In 1971, following the dropping of the Holden brand in South Africa, the Holden utility became known as the Chevrolet El Camino. Between 1974 and 1978, the one-tonne utility sold as the Chevrolet El Torro. Also in 1971, the Holden Monaro was made available locally as the Chevrolet SS. In late 1975, for the 1976 model year, updated models were introduced, again as a Kommando with the 250 cuin straight-six, Constantia with the 250 and 308 cuin V8, and the Caprice Classic, also with the 308. The inline-six was modified for better economy, but sales never climbed to their previous levels after the 1973 oil crisis. There was also a better equipped Kommando LS, with standard automatic transmission. The Constantia station wagon was a new model for 1976.

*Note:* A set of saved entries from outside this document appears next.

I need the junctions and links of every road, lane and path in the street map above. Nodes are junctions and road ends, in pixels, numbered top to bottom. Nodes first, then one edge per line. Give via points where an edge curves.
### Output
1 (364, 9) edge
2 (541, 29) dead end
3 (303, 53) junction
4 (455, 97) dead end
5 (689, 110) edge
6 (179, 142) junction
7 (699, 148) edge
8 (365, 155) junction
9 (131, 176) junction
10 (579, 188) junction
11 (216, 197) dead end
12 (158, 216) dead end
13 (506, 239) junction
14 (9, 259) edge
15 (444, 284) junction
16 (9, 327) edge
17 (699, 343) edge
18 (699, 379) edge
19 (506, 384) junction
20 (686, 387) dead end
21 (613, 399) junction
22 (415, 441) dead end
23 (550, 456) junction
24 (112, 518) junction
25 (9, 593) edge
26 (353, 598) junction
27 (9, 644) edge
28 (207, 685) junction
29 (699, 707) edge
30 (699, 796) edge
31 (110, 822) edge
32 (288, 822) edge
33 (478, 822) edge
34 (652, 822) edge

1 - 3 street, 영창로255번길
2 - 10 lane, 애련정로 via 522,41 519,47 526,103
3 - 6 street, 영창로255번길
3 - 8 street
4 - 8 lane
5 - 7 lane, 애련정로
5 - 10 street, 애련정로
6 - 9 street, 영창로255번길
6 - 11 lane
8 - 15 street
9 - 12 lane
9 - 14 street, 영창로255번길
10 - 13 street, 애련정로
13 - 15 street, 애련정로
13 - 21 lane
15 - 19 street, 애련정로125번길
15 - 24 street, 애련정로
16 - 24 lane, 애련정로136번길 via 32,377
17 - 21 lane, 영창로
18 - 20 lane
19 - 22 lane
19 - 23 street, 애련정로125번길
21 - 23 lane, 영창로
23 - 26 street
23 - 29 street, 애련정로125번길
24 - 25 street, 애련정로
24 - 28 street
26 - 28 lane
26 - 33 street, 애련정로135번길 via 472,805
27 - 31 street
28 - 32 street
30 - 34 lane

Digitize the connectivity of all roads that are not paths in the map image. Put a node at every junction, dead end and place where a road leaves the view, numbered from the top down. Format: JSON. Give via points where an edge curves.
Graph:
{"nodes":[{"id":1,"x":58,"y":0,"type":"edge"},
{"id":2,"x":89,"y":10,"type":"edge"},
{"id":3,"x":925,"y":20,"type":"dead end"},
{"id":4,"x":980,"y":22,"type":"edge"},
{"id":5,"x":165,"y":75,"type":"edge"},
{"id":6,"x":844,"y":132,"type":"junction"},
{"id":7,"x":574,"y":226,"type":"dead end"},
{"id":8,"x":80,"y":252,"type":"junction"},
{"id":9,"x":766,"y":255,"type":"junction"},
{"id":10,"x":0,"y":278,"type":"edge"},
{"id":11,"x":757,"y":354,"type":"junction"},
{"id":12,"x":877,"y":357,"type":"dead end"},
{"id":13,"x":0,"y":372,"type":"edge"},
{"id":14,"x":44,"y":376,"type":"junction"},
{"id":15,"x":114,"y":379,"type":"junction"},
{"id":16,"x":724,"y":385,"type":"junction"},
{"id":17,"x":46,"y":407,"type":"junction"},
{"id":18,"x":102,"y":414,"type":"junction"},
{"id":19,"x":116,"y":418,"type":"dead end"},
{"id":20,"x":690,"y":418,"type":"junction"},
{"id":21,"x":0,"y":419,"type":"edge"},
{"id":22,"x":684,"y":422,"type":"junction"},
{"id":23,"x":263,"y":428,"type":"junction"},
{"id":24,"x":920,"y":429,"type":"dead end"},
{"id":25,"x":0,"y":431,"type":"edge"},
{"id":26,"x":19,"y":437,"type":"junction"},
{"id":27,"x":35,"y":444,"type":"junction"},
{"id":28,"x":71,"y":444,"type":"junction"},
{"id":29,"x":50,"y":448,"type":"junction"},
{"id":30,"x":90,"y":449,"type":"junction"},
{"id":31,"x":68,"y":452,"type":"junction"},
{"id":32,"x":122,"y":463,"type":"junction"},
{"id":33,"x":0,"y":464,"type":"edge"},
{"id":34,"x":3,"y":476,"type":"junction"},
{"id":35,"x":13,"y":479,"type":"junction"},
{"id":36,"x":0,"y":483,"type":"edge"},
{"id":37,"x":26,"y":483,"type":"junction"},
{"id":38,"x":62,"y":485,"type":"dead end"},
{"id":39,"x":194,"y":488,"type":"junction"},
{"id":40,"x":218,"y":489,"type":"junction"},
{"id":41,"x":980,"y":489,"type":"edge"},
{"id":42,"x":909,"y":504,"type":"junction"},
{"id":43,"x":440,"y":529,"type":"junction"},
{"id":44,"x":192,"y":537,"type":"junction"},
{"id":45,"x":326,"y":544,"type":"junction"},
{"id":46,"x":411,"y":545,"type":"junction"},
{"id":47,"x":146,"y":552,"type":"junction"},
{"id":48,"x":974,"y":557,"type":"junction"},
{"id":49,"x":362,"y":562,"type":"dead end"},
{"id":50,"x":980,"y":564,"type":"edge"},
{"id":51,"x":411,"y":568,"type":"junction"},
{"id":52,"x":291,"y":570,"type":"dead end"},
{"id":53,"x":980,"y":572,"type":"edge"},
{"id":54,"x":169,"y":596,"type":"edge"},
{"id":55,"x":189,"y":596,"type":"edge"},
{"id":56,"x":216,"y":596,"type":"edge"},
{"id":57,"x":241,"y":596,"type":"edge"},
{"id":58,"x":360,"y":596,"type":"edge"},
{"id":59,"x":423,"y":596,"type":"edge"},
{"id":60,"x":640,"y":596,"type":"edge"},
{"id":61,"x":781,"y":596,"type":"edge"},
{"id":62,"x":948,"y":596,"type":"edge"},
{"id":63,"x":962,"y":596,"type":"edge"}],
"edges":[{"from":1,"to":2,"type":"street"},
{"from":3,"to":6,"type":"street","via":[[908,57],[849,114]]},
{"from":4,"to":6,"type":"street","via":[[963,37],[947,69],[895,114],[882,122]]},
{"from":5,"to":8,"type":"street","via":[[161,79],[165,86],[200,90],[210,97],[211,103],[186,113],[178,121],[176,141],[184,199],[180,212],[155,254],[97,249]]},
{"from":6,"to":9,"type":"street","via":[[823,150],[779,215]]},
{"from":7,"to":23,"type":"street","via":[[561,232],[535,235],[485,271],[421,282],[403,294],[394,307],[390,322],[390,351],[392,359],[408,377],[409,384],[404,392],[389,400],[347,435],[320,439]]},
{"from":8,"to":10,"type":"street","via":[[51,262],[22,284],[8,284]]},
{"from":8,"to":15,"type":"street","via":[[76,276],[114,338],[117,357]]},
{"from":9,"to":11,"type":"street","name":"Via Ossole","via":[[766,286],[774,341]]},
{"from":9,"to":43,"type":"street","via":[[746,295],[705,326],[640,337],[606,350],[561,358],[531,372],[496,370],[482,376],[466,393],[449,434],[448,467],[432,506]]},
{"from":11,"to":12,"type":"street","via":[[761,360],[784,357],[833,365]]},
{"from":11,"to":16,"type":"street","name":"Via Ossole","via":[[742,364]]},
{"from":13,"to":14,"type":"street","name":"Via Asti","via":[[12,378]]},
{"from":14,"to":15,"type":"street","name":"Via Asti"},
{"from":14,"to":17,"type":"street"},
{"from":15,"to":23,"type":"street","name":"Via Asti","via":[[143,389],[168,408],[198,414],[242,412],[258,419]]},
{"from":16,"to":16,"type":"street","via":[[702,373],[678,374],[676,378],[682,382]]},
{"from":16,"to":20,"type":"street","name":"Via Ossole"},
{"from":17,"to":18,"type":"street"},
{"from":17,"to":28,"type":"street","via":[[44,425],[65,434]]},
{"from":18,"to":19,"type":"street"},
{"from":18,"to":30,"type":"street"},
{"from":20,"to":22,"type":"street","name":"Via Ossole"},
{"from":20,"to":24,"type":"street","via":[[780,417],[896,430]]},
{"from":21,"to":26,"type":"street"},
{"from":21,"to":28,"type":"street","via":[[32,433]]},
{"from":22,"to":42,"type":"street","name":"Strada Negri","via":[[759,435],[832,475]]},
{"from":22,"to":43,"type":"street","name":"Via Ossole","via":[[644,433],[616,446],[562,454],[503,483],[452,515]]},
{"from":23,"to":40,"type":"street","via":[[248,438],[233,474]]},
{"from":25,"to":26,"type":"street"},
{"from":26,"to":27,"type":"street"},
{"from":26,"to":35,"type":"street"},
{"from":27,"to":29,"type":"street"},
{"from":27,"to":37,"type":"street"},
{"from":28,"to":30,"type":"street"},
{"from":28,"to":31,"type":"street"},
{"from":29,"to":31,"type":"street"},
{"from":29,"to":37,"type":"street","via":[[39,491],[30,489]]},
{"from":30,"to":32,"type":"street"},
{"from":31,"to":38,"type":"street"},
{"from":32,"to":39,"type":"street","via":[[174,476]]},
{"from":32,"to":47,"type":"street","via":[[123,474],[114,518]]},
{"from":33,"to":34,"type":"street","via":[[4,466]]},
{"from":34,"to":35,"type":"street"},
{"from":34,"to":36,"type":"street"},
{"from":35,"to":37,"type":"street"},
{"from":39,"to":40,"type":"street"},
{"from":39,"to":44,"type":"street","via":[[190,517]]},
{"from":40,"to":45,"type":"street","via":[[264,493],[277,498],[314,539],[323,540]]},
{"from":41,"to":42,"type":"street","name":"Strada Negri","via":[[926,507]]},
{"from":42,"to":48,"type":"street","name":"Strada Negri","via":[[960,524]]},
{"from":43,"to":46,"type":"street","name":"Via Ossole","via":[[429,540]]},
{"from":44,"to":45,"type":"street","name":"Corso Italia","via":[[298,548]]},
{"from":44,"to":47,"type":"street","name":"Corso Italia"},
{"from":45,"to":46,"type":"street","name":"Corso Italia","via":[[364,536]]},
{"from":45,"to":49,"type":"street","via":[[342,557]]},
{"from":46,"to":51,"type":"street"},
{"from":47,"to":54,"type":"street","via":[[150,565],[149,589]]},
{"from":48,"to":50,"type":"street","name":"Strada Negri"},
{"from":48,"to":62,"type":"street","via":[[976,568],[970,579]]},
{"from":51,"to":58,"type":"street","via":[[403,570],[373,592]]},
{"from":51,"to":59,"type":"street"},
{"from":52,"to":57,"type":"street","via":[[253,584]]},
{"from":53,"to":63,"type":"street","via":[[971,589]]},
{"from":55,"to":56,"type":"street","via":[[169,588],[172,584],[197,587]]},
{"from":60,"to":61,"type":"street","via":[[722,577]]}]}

In 1979 the Holden-sourced models were replaced by Chevrolet-badged versions of the Opel Rekord, Commodore (similar to Holden's own VB Commodore) and Senator. It would not be until 2001 that a Holden-sourced Chevrolet, the Lumina, was sold in South Africa.

==In popular culture==

A first generation 1971 Holden Kingswood sedan is featured in the New Zealand television series, The Brokenwood Mysteries, as the vehicle driven by the series star, Neill Rea, in his role as Detective Senior Sergeant Mike Shepherd. Apparently, the car is intended to represent the least glamorous transportation that D.S.S. Shepherd could possibly obtain. Passengers in Shepherd's car are subjected to his favourite country songs (both well-known and obscure), always played on the car's cassette player. The same array of country songs make up the soundtrack for the series.

The Australian sitcom Kingswood Country derived its name from the car the lead character, Ted Bullpit, drove (though it was replaced with a Holden Commodore later in its run).